Whenever Martin Luther King Jr. is mentioned in conversation, we can hear the phrase play in our head at some point. “I have a dream… that one day… this nation will RIIIIIIIIIISE up… and live out the true meaning of its creed.” These words are both powerful as well as iconic. What one might not realize though is that those words center around what was arguably the most prominent piece in MLK’s leadership style: Having a vision. King believed that in order to become a successful leader, one must be able to communicate their vision to their followers. These kind of people were the ones who had the ability to stand up and challenge the status quo. Quite frankly, it is difficult to argue against him, seeing as the most popular world leaders, at one point or another, led their followers with a concrete idea of the future already in mind.

Another significant and memorable way in which King led in his leadership style was his ability to be courageous. However, King’s courage showed, not through an ability to use brute force to assert his opinions, but through his own method of dealing with confrontation and injustice with peaceful protesting and non-violence. King’s style was tremendously influenced by Mahatma Gandhi, a man known for leading his people through non-violent, disobedience demonstrations. King showed this ability to be courageous through his demonstrations, walks, sit-ins and speeches.

There is a consensual agreeance on labeling Martin Luther King Jr. as a leader in his time. The man was primarily responsible for leading the masses in America through the Civil Rights movement of the 20th century. King had a vision that his children would someday be able to attend school and be recognized as equals to the children of his peer group, regardless of race or origin. He took that vision and created a movement. This movement sparked what would eventually become the downfall of major segregation in the United States.

Written by Travis Moore, Alexandra Scoville, Priscilla Quiah, and Francis Tabua.

5 Comments on “Leading, MLK Style”

  1. Travis, Alex, Priscilla and Tabua,

    You all are exactly right – Martin Luther King Jr., is certainly a leader with a crystal clear vision and thorough execution. I think you’ve really identified a true leader who can serve as a sincere example of power through peacefulness. In addition to his clear vision, MLK knew what needed to be said – and said it at just the right time. His positive influence on others always seemed to come from a true place in his heart, and wasn’t just a ploy created by some PR advisors about how to convince a crowd to follow you. I’m really glad you chose him as a leader, and if for no other reason, it’s always nice to be reminded of his incredible impact on our country.
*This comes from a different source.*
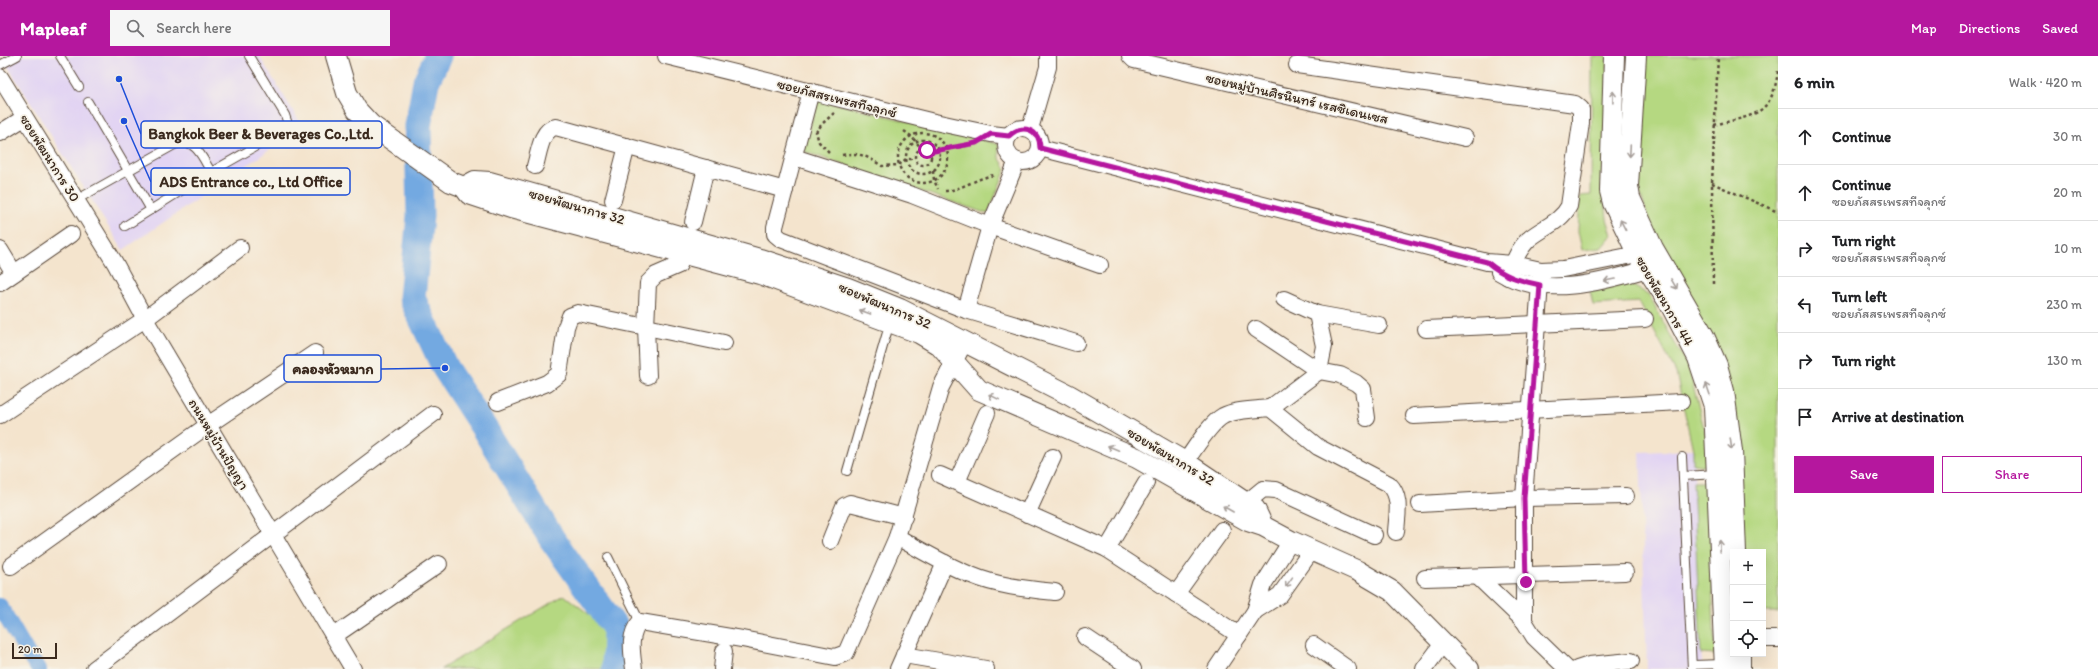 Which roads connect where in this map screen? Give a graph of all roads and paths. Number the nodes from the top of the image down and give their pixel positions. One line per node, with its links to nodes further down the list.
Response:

I’d be interest, too, to hear from our international colleagues about how MLK is perceived in their countries.

  2. Hi guys,

    I did enjoy your presentation of the late Rev. Martin Luther King, jr. One thing I would say, though, I thought your view of him was too reverential. It would’ve have been interesting to have incorporated into your presentation some of the criticisms he grappled with during the Civil Rights era and what that means for his legacy and his leadership style. Malcolm X, for example, was quite critical of him in the early 60s. Other than that, though, it was great work.

  3. Your group gave a great presentation on the leadership styles of Martin Luther King Jr. I remember learning a lot about him in school when I was younger, but I still learned new information about him as a leader during your presentation. He really is a great example of someone who displayed many important characteristics of being a leader. MLK was able to have such a huge impact because he had a clear vision and knew what he needed to do to execute it successfully. Good job!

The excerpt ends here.